Note that this is a small dataset for training. For optimal results, use a larger dataset.
For visualizing the training, you can use Weight&Bias (wandb) by setting wandb_vis=True
.
For now DEQ is only possible with PGD, HQS and GD optimization algorithms.
import deepinv as dinv
from pathlib import Path
import torch
from torch.utils.data import DataLoader
from deepinv.models import DnCNN
from deepinv.optim.data_fidelity import L2
from deepinv.optim.prior import PnP
from deepinv.unfolded import DEQ_builder
from deepinv.training import train, test
from torchvision import transforms
from deepinv.utils.demo import load_dataset
Setup paths for data loading and results.
BASE_DIR = Path(".")
ORIGINAL_DATA_DIR = BASE_DIR / "datasets"
DATA_DIR = BASE_DIR / "measurements"
RESULTS_DIR = BASE_DIR / "results"
CKPT_DIR = BASE_DIR / "ckpts"
# Set the global random seed from pytorch to ensure reproducibility of the example.
torch.manual_seed(0)
device = dinv.utils.get_freer_gpu() if torch.cuda.is_available() else "cpu"

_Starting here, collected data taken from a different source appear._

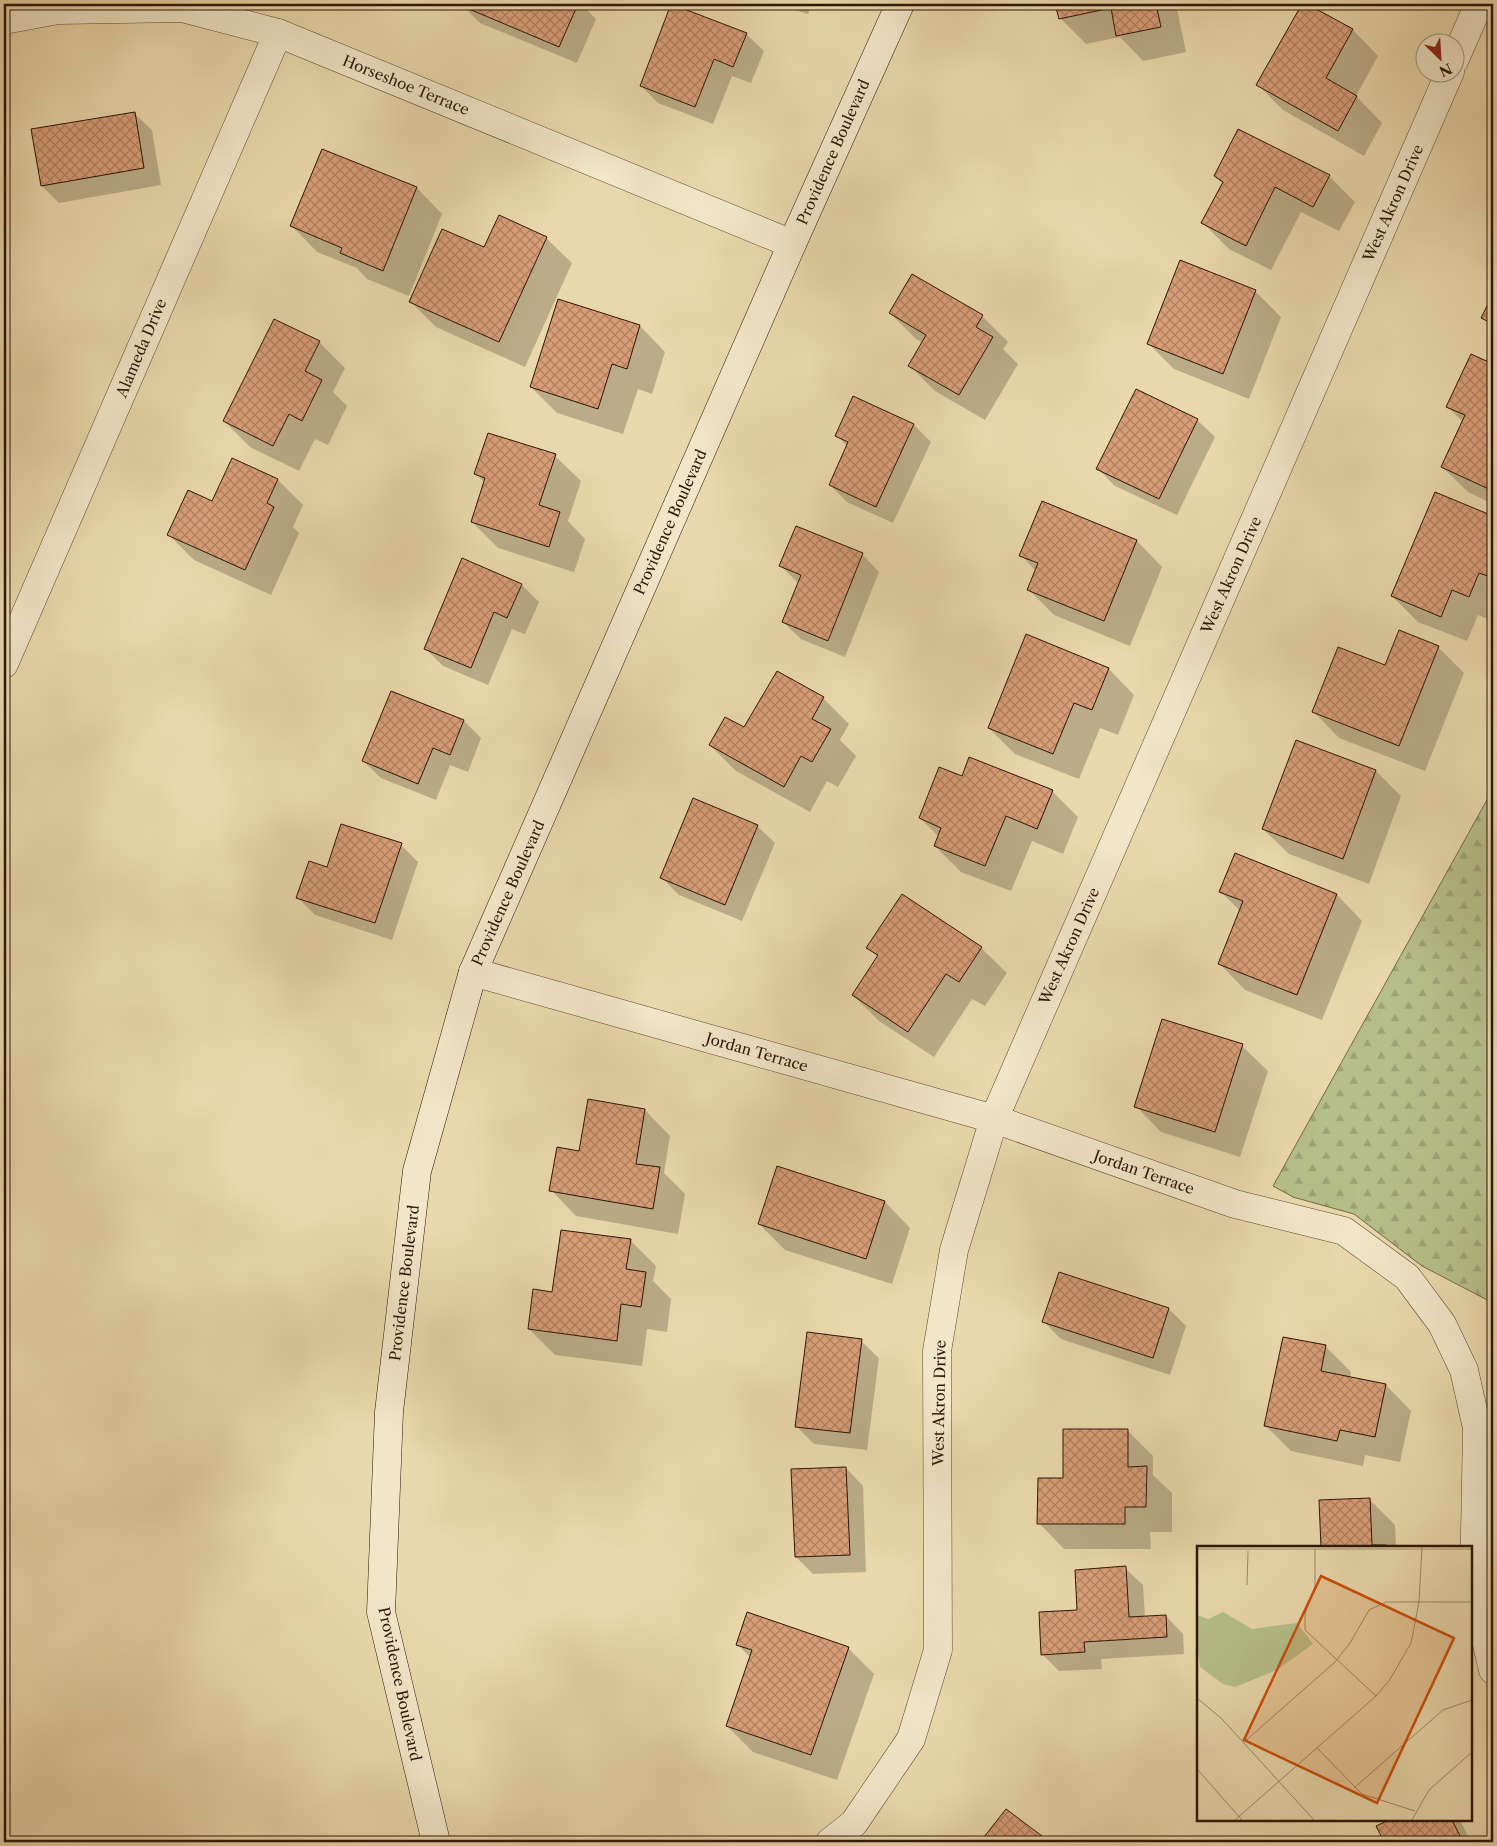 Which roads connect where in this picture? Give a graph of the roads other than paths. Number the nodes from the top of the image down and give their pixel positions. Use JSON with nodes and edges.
{"nodes":[{"id":1,"x":900,"y":4,"type":"edge"},
{"id":2,"x":1480,"y":4,"type":"edge"},
{"id":3,"x":4,"y":20,"type":"edge"},
{"id":4,"x":278,"y":33,"type":"junction"},
{"id":5,"x":1464,"y":39,"type":"edge"},
{"id":6,"x":1446,"y":82,"type":"edge"},
{"id":7,"x":792,"y":244,"type":"junction"},
{"id":8,"x":4,"y":664,"type":"edge"},
{"id":9,"x":473,"y":972,"type":"junction"},
{"id":10,"x":994,"y":1119,"type":"junction"},
{"id":11,"x":1493,"y":1670,"type":"edge"},
{"id":12,"x":436,"y":1842,"type":"edge"},
{"id":13,"x":830,"y":1842,"type":"edge"}],
"edges":[{"from":1,"to":7,"type":"street","name":"Providence Boulevard"},
{"from":2,"to":5,"type":"street"},
{"from":3,"to":4,"type":"street","name":"Horseshoe Terrace"},
{"from":4,"to":7,"type":"street","name":"Horseshoe Terrace"},
{"from":4,"to":8,"type":"street","name":"Alameda Drive"},
{"from":6,"to":10,"type":"street","name":"West Akron Drive"},
{"from":7,"to":9,"type":"street","name":"Providence Boulevard"},
{"from":9,"to":10,"type":"street","name":"Jordan Terrace"},
{"from":9,"to":12,"type":"street","name":"Providence Boulevard"},
{"from":10,"to":11,"type":"street","name":"Jordan Terrace"},
{"from":10,"to":13,"type":"street","name":"West Akron Drive"}]}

Load base image datasets and degradation operators.
In this example, we use the CBSD500 dataset and the Set3C dataset for testing.
img_size = 32
n_channels = 3 # 3 for color images, 1 for gray-scale images
operation = "deblurring"
# For simplicity, we use a small dataset for training.
# To be replaced for optimal results. For example, you can use the larger "drunet" dataset.
train_dataset_name = "CBSD500"
test_dataset_name = "set3c"
# Generate training and evaluation datasets in HDF5 folders and load them.
test_transform = transforms.Compose(
[transforms.CenterCrop(img_size), transforms.ToTensor()]
)
train_transform = transforms.Compose(
[transforms.RandomCrop(img_size), transforms.ToTensor()]
)
train_base_dataset = load_dataset(
train_dataset_name, ORIGINAL_DATA_DIR, transform=train_transform
)
test_base_dataset = load_dataset(
test_dataset_name, ORIGINAL_DATA_DIR, transform=test_transform
)
Generate a dataset of low resolution images and load it.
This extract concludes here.